Bantah Tuduhan Terkait Program MBG, Korwil BGN Pamekasan Resmi Serahkan Dokumen ke Penyidik
PAMEKASAN, CYBERJATIM.ID – Koordinator Wilayah (Korwil) Badan Gizi Nasional (BGN) Kabupaten Pamekasan, Hariyanto Rahmansyah Triarif, menyatakan telah menyerahkan sejumlah dokumen dan bukti yang diminta penyidik Polres Pamekasan terkait aduan masyarakat yang ditujukan kepadanya. Hal tersebut disampaikan Hariyanto, Minggu (7/6/2026).
Sebelumnya, seorang warga bernama Iklal melaporkan sejumlah dugaan terkait pelaksanaan Program Makan Bergizi Gratis (MBG).
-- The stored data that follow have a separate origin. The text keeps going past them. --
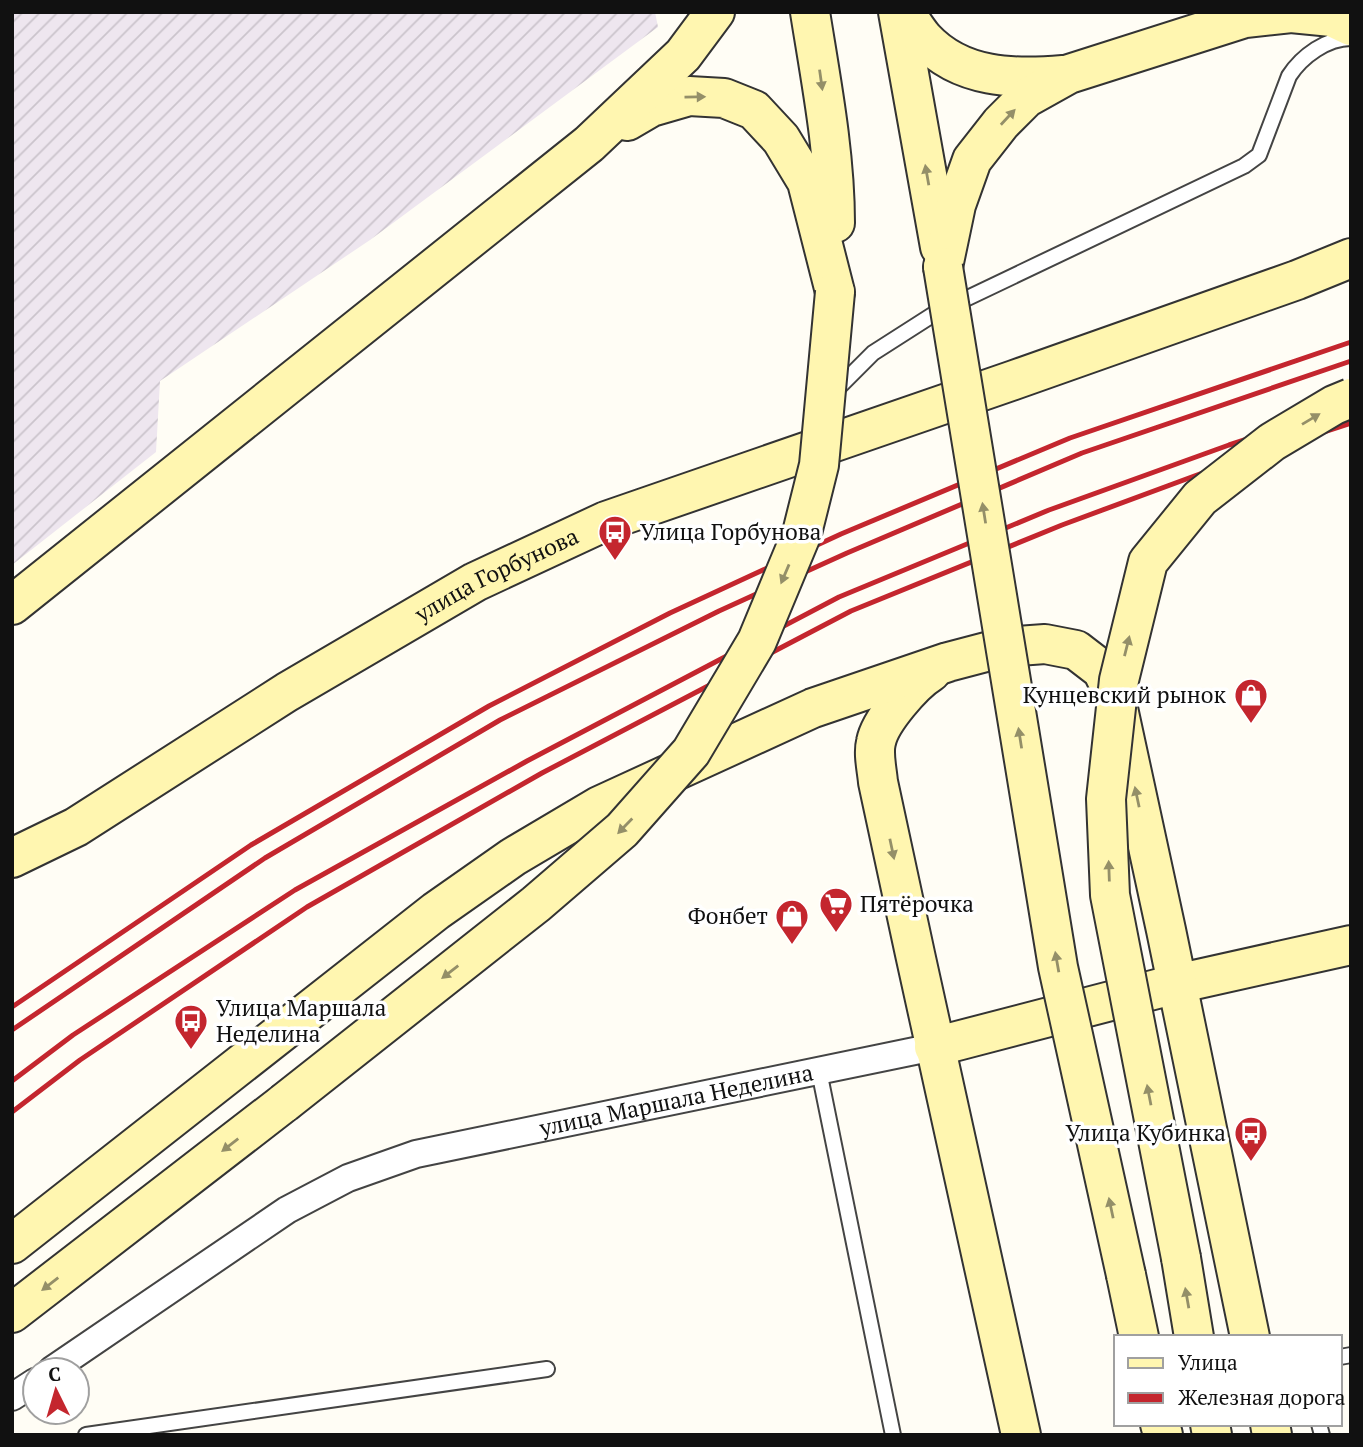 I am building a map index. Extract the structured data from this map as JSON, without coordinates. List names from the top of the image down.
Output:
{
  "streets": {
    "street": ["улица Горбунова", "улица Маршала Неделина"]
  },
  "places": {
    "bus stop": ["Улица Горбунова", "Улица Маршала Неделина", "Улица Кубинка"],
    "shop": ["Кунцевский рынок", "Фонбет"],
    "supermarket": ["Пятёрочка"]
  },
  "legend": ["Улица", "Железная дорога"],
  "north": "top"
}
Dalam laporannya, terdapat empat poin yang diadukan, yakni dugaan suap, rangkap jabatan, pengelolaan dapur MBG tanpa Instalasi Pengolahan Air Limbah (IPAL), serta dugaan pungutan liar dalam penentuan titik koordinat pembangunan dapur MBG.
Menanggapi laporan tersebut, Hariyanto menegaskan bahwa dirinya menghormati proses hukum yang sedang berjalan dan telah memenuhi permintaan penyidik dengan menyerahkan dokumen yang dianggap diperlukan untuk proses klarifikasi.
“Semua bukti yang diminta penyidik sudah kami serahkan pada tanggal 5 Juni 2026,” ujar Hariyanto.
Bukti-bukti yang diserahkan kepada penyidik untuk memperkuat tudingan yang disampaikan dalam aduan tersebut tidak sesuai dengan fakta yang sebenarnya.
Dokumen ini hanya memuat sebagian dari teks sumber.